Reilly was responsible for three of those “absurd errors,” and some of the “spectacular batting,” going 2 for 6 in his debut; he was also responsible for what The Tribune called “The electrifying feature of the game.”

The Inter Ocean described what happened:

(Monte) Cross got to first because (Chicago first baseman) George Decker thought his arm was as long as the legs of a man who has to stand on a ladder to comb his hair.  His arm was short by about six feet.  Then (Tom) Parrott made a single to center… (Duff) Cooley knocked a hot liner, and everybody started to sprint.  Reilly was playing at short, and stuck his finger nail into a loose stitch just as the ball shot past him.  He slammed it to (Harry) Truby, where Cross should have been, but was not, and Truby in turn, tossed it over to Decker to fondle while Parrott endeavored to correct himself.”
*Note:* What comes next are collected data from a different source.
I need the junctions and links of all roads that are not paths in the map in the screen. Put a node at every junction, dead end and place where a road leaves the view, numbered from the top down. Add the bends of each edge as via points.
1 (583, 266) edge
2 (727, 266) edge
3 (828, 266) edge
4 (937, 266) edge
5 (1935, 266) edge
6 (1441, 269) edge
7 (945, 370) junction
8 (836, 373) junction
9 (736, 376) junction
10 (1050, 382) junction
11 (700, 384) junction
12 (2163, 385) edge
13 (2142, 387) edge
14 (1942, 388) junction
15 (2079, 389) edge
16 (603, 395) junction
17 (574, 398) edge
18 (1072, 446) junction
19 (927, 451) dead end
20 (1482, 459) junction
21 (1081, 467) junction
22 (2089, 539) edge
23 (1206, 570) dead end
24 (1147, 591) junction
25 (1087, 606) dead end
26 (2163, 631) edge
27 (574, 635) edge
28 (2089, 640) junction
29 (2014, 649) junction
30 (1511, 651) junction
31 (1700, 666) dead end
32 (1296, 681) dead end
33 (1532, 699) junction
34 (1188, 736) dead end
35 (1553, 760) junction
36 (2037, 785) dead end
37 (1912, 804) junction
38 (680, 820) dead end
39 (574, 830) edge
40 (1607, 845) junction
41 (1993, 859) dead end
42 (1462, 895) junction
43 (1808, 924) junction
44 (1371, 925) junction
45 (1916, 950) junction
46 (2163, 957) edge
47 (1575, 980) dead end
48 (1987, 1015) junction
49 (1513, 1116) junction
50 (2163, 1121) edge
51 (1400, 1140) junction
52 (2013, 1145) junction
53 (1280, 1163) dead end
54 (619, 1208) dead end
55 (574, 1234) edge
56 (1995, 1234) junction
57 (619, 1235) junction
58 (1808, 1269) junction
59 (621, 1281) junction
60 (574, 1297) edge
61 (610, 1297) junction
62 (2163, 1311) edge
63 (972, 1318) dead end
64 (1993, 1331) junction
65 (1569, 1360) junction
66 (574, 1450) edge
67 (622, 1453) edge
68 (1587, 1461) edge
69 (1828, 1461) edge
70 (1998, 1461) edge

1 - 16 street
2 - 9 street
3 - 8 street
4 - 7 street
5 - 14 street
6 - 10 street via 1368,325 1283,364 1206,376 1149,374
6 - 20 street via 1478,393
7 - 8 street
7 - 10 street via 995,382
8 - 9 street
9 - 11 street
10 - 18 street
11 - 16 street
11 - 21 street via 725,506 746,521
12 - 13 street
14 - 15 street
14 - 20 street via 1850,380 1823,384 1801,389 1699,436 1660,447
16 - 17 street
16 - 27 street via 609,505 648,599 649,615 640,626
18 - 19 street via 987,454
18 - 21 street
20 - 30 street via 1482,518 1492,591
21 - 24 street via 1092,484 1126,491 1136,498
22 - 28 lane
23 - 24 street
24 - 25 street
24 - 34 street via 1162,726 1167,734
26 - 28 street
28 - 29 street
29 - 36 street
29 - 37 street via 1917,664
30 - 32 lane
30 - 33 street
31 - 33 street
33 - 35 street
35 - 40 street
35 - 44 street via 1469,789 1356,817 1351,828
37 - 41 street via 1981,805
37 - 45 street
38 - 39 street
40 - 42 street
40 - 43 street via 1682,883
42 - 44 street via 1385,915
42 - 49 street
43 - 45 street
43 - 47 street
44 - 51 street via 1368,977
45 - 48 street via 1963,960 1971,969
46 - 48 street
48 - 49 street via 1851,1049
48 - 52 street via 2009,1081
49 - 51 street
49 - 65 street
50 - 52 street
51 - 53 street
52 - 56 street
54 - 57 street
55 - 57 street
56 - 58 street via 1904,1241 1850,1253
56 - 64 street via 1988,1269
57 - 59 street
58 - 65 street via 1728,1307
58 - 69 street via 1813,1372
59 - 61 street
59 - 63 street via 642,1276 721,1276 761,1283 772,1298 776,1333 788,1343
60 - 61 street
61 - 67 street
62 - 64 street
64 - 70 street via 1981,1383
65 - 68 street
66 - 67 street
That game was the only highlight in Reilly’s major league career.  He played a total of nine games in Chicago—the other 8 at second base—and made a total of 11 errors.  And, after going 2 for 6 in his debut, he was just 6 for 36 thereafter.   Then, in late May Reilly became ill—accounts varied regarding what the illness was, The Sporting News said it was typhoid fever, The Sporting Life, and The Chicago Daily News said pneumonia.

Reilly returned home to the West Coast.  By September, his debut heroics were long forgotten, The Tribune simply said:

“(Reilly) was a disappointment and he was released.”
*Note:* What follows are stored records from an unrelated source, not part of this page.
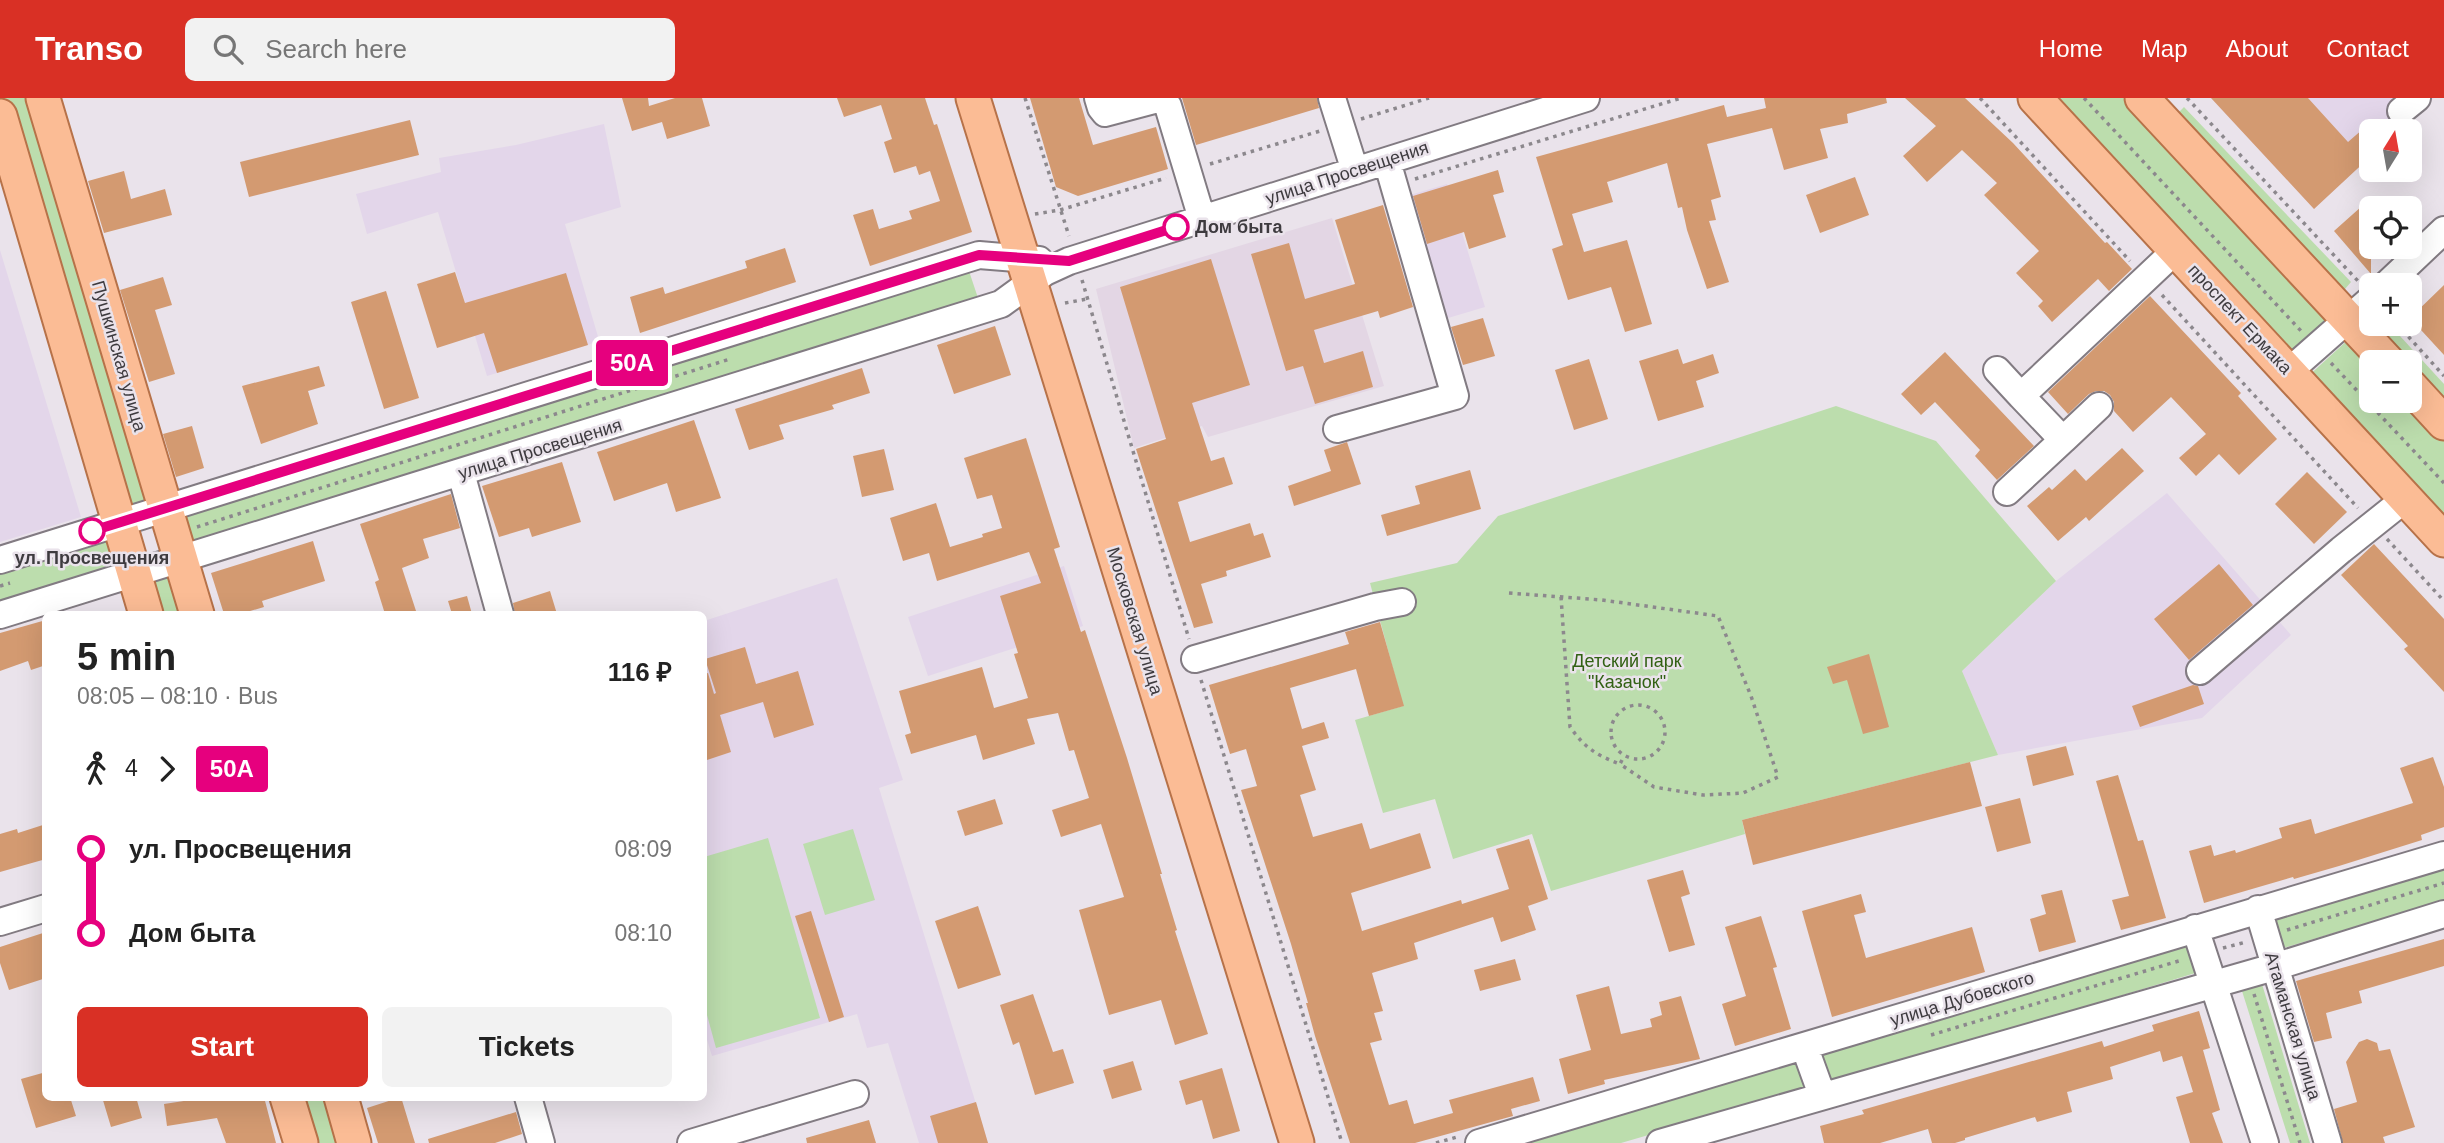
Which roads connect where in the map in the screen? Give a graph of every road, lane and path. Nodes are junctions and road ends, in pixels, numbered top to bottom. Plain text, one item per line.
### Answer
1 (43, 98) edge
2 (973, 98) edge
3 (991, 98) edge
4 (1025, 98) edge
5 (1098, 98) edge
6 (1332, 98) edge
7 (1586, 98) edge
8 (1980, 98) edge
9 (2035, 98) edge
10 (2084, 98) edge
11 (2142, 98) edge
12 (2187, 98) edge
13 (0, 116) edge
14 (1387, 161) junction
15 (1355, 171) junction
16 (1202, 219) junction
17 (2444, 230) edge
18 (2176, 250) junction
19 (1047, 266) junction
20 (2395, 273) edge
21 (2146, 278) junction
22 (2359, 288) edge
23 (2359, 290) edge
24 (2359, 305) edge
25 (2408, 336) edge
26 (2317, 347) junction
27 (742, 355) dead end
28 (1997, 370) dead end
29 (2288, 372) junction
30 (2444, 376) edge
31 (2021, 396) junction
32 (2422, 399) edge
33 (2099, 406) dead end
34 (2444, 423) edge
35 (1337, 429) dead end
36 (2063, 440) junction
37 (461, 473) junction
38 (2444, 484) edge
39 (2007, 492) dead end
40 (2405, 499) junction
41 (120, 523) junction
42 (2373, 524) junction
43 (178, 533) junction
44 (2444, 540) edge
45 (0, 560) edge
46 (135, 575) junction
47 (1509, 593) dead end
48 (1561, 597) junction
49 (2444, 601) edge
50 (1402, 602) dead end
51 (145, 611) edge
52 (196, 611) edge
53 (498, 611) edge
54 (0, 615) edge
55 (1195, 659) junction
56 (2200, 671) dead end
57 (1624, 756) junction
58 (1620, 764) junction
59 (2444, 855) edge
60 (2444, 883) edge
61 (42, 909) edge
62 (2258, 909) junction
63 (2444, 915) edge
64 (0, 922) edge
65 (2195, 928) junction
66 (2265, 936) junction
67 (2203, 954) junction
68 (2274, 967) junction
69 (2213, 984) junction
70 (2251, 986) dead end
71 (1931, 1035) dead end
72 (1805, 1048) junction
73 (855, 1094) dead end
74 (1822, 1096) junction
75 (288, 1101) edge
76 (342, 1101) edge
77 (529, 1101) edge
78 (301, 1143) edge
79 (354, 1143) edge
80 (541, 1143) edge
81 (691, 1143) edge
82 (1297, 1143) edge
83 (1312, 1143) edge
84 (1342, 1143) edge
85 (1479, 1143) edge
86 (1660, 1143) edge
87 (2264, 1143) edge
88 (2300, 1143) edge
89 (2328, 1143) edge

1 - 43 main road, Пушкинская улица
2 - 19 main road, Московская улица
3 - 19 main road, Московская улица
4 - 19 path
5 - 16 street
6 - 15 street
7 - 14 street, улица Просвещения
8 - 21 path
9 - 18 main road, проспект Ермака
10 - 26 path
11 - 23 main road
12 - 22 path
13 - 41 main road
14 - 15 street, улица Просвещения
14 - 35 street
15 - 16 street, улица Просвещения
16 - 19 street, улица Просвещения
17 - 20 street
18 - 21 street
18 - 29 main road, проспект Ермака
19 - 37 street, улица Просвещения
19 - 43 street, улица Просвещения
19 - 55 path
19 - 82 main road, Московская улица
19 - 83 main road, Московская улица
21 - 31 street
21 - 42 path
24 - 26 street
25 - 30 path
26 - 29 street
26 - 38 path
27 - 43 path
28 - 31 street
29 - 40 main road, проспект Ермака
31 - 36 street
32 - 34 main road
33 - 36 street
36 - 39 street
37 - 43 street, улица Просвещения
37 - 53 street
40 - 42 street
40 - 44 main road, проспект Ермака
41 - 43 street, улица Просвещения
41 - 45 street, улица Просвещения
41 - 46 main road
42 - 49 path
42 - 56 street
43 - 46 street, улица Просвещения
43 - 52 main road, Пушкинская улица
46 - 51 main road
46 - 54 street, улица Просвещения
47 - 48 path
48 - 58 path
48 - 58 path
50 - 55 street
55 - 84 path
57 - 57 path
57 - 58 path
59 - 62 street, улица Дубовского
60 - 66 path
61 - 64 street
62 - 65 street, улица Дубовского
62 - 66 street, Атаманская улица
63 - 68 street
65 - 67 street
65 - 72 street, улица Дубовского
66 - 67 path
66 - 68 street, Атаманская улица
67 - 69 street
67 - 71 path
68 - 69 street
68 - 89 street, Атаманская улица
69 - 74 street
69 - 87 street
70 - 88 path
72 - 74 street
72 - 85 street, улица Дубовского
73 - 81 street
74 - 86 street
75 - 78 main road
76 - 79 main road
77 - 80 street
Despite his brief and relatively inauspicious big league career, Reilly was a popular minor leaguer for more than a decade.

An often told story about him, alleged to have taken place the year before his short trial in Chicago, illustrates just how superstitious 19th Century players could be.
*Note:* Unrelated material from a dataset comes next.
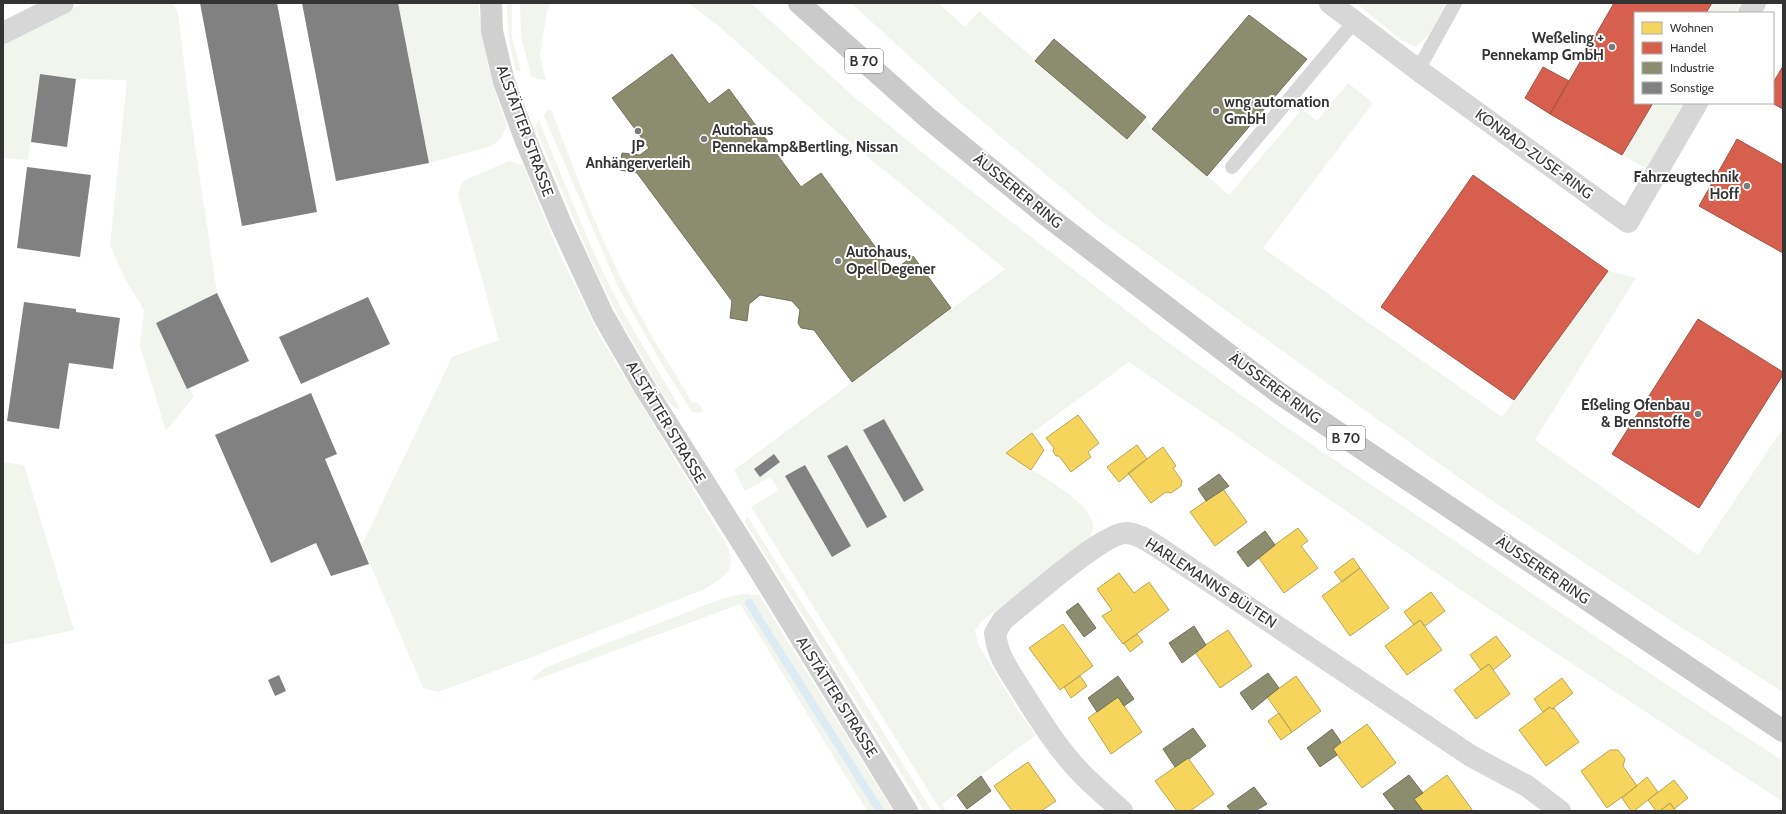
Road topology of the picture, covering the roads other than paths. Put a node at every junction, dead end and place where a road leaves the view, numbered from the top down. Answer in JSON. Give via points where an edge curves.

The earliest telling was in 1897 in The Tribune, and it appeared on several occasions, in several papers, over the next 15 years with various embellishments.  There was no byline on the original story, but it was likely written by Hugh Fullerton–who retold it himself several times.

Reilly spent the 1895 season in Texas, playing with the San Antonio Missionaries and the Fort Worth Panthers in the Texas-Southern League.  Reilly opened the season with the Missionaries, who got off to a horrible start; they won just three of their first 28 games:

“The team was discouraged and sore.  They held a meeting and were on the verge of firing their mascot or committing violence upon his person when Josh Reilly…came to the rescue with a new proposition.  The mascot was put into a full dress coat, with gray baseball trousers and a silk hat, and the bats, some half a score of them, were pulled upon his back.  Then the team formed in line and marched down to the hotel, where “The Divine Healer,” Schlatter was stopping.”

Francis Schlatter was, at that time, walking across the American Southwest gaining fame and followers.  Three years earlier he had come to believe he received a “directive from God” to heal the sick, and became a messianic figure for many during his brief time in the spotlight.

Francis Schlatter

Francis Schlatter, “The Divine Healer”

“The divine was brought forth and made to pronounce a blessing upon the bats…and through all the season those inspired bats continued to give out base hits., and the team went close to the top of the league.”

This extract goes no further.